Museum Activity: You Be the Critic!

In preparation for our 4th grade museum trip I wanted to do an activity, with my students, that I learned about last summer through NAEA's Summer Vision, DC.  This program gave me the opportunity to visit different museums and learn how to use art to teach art.

 I pulled out a variety of art posters and put them out on the tables. Photocopied the form, which I had redone, gathered up the tokens I had made and laminated and gathered up clip boards. Ready or not here they come.............
You can see icons in the column on the left side of the form, and the explanation in the right column.  I made a class set of each icon into a token using different colored paper, you will see them further down in this post. 

Before students entered the room, I explained what we were doing and handed out the sheets. Students were told to walk around, look at the art and fill in the boxes.

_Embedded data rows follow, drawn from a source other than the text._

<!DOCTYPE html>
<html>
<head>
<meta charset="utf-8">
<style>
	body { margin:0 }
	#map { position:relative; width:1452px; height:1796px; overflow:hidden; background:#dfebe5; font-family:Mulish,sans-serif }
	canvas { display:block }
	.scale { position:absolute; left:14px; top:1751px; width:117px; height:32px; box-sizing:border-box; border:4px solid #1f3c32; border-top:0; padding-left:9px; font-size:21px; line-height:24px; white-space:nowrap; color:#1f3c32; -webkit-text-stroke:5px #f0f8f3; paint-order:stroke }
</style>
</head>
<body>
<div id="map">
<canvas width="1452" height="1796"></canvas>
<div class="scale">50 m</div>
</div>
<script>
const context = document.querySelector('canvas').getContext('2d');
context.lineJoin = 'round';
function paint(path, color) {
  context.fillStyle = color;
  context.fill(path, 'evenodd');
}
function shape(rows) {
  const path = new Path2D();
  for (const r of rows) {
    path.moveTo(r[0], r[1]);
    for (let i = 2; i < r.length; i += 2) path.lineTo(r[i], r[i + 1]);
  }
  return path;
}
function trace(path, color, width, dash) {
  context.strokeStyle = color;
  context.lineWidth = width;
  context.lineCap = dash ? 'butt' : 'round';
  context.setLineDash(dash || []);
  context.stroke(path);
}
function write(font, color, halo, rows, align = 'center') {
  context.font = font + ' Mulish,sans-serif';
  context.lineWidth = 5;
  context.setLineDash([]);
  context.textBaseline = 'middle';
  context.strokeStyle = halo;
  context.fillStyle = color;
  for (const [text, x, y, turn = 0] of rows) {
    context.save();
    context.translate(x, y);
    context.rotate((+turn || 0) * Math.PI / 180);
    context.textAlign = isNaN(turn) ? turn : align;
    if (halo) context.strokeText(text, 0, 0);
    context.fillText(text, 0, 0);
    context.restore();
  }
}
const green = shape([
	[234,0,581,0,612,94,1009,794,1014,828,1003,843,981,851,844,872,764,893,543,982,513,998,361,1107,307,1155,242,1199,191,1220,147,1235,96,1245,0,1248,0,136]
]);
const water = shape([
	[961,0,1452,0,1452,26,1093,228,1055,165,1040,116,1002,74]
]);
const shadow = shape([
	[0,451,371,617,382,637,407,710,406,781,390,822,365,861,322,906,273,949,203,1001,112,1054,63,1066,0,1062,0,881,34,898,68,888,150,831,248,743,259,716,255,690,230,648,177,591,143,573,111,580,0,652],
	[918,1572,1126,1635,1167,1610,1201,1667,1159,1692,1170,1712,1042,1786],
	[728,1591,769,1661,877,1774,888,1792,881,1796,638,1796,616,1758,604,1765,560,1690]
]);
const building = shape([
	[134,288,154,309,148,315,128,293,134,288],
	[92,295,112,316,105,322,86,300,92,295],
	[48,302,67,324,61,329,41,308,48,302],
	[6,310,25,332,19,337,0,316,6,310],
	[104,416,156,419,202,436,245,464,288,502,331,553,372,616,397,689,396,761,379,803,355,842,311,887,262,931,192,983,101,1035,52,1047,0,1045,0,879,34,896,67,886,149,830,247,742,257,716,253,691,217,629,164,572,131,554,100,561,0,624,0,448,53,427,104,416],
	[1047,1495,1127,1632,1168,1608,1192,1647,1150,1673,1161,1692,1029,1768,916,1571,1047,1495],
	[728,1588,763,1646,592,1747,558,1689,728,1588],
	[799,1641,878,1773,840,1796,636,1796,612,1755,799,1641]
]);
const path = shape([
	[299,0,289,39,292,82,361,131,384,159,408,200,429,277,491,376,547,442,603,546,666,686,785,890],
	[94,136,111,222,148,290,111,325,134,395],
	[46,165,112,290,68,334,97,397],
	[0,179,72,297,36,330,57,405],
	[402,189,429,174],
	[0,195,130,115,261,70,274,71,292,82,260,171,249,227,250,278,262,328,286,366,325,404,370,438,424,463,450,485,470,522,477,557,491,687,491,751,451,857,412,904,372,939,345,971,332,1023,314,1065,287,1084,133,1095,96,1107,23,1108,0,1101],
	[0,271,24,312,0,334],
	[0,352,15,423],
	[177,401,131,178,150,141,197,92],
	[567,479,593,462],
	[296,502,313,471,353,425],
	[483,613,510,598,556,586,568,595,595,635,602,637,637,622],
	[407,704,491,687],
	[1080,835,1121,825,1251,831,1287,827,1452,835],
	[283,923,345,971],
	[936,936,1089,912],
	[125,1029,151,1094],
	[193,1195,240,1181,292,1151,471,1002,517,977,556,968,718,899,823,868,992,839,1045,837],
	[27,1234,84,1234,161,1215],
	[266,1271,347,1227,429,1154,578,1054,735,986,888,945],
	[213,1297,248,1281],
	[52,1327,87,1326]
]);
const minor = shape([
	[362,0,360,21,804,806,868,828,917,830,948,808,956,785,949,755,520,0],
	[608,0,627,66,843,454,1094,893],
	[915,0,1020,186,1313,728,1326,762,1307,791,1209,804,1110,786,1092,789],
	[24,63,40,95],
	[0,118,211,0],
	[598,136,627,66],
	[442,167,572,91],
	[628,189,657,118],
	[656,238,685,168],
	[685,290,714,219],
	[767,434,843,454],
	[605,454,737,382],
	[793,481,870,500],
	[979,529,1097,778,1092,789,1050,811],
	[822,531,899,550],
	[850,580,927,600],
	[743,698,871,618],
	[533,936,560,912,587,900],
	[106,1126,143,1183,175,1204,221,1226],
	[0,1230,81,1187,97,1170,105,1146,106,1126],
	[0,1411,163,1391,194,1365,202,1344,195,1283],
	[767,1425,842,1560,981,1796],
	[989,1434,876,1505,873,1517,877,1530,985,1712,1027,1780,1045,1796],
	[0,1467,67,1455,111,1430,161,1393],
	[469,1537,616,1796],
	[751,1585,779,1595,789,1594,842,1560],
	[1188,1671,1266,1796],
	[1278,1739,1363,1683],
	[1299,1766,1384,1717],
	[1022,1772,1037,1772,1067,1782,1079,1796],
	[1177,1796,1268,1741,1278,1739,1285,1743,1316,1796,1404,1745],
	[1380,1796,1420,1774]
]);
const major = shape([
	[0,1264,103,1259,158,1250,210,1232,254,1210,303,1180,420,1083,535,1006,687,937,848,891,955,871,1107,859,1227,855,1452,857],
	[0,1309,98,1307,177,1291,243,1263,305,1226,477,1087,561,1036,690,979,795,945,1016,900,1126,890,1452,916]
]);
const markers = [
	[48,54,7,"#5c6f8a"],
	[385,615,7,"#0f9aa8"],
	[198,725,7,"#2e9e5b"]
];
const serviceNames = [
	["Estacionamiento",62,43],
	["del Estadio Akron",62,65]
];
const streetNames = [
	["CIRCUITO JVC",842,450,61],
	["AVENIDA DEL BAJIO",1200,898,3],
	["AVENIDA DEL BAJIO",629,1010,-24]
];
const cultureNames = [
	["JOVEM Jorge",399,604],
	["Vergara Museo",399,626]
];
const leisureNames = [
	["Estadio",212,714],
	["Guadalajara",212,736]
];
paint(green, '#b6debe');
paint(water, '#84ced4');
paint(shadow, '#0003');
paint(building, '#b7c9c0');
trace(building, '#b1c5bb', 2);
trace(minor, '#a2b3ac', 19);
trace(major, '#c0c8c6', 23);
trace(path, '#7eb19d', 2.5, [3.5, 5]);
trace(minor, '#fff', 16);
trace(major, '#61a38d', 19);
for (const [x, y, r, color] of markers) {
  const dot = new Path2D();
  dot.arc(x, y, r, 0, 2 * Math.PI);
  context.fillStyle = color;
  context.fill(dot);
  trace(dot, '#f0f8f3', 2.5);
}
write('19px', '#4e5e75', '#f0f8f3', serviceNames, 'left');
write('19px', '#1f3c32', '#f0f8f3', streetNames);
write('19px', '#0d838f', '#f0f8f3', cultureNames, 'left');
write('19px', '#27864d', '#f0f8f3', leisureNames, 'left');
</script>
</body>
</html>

Then I gathered up the students, gave them tokens that matched the worksheet, and instructed them to leave them by the posters.
 Next, we walked around to all the tables and discussed our findings. Renoir's painting of Monet Painting In His Garden didn't go over quite as well as The Brooklyn Bridge by Joseph Stella.
Students were not wild about Paul Klee's Head of a Man, some thought it was scary. They really disliked Orange and Yellow by Marc Rothko because of the lack of details.             
 George Seurat's Seine at the Grand-Jatte didn't generate many tokens, however students DID believe it took a lot of time to make, but thought the whole dot thing to be weird. They LOVED the realism of Albert Bierstadt's In the Mountains and the marvelous texture in Young Hare by Albrecht Durer. The last one Memorial to Robert Gould Shaw by Augustus Saint-Gardens confused them, they based their opinion on the photography of the art and not the art in the photo.

The last part of this activity was for the students to draw one of the artworks in their sketchbook.

It was funny to see how many students decided to copy the Rothko, which they didn't like, but acknowledged would be the easiest.
One of the reasons I signed up for Summer Vision last year was to bring more historical and global connections to my students through the arts. It was a wonderful experience and I know my students really enjoyed this activity.

The variety of art posters were chosen based on what I have in the art room and the different styles of the artists. Anything that will generate a conversation will work.

I have downloaded a copy of the You be the Critic form and sheets with all the icons to my resource page.

Thanks for reading!


  1. Thanks so much for sharing this idea. I also had students critique famous works based on what they saw in them that reflected the elements of art. I like the way you approached your assessment and also the extension with students creating one of the works.

  2. I love this idea. I was thinking it would work really well for our open house. We have hundreds of kids and parents that come through and we are suppose to have an activity. It's usually a mess. This would get parents and children talking about art together.

    1. It really is fun and extremely interesting to hear their comments. Let me know how it turns out!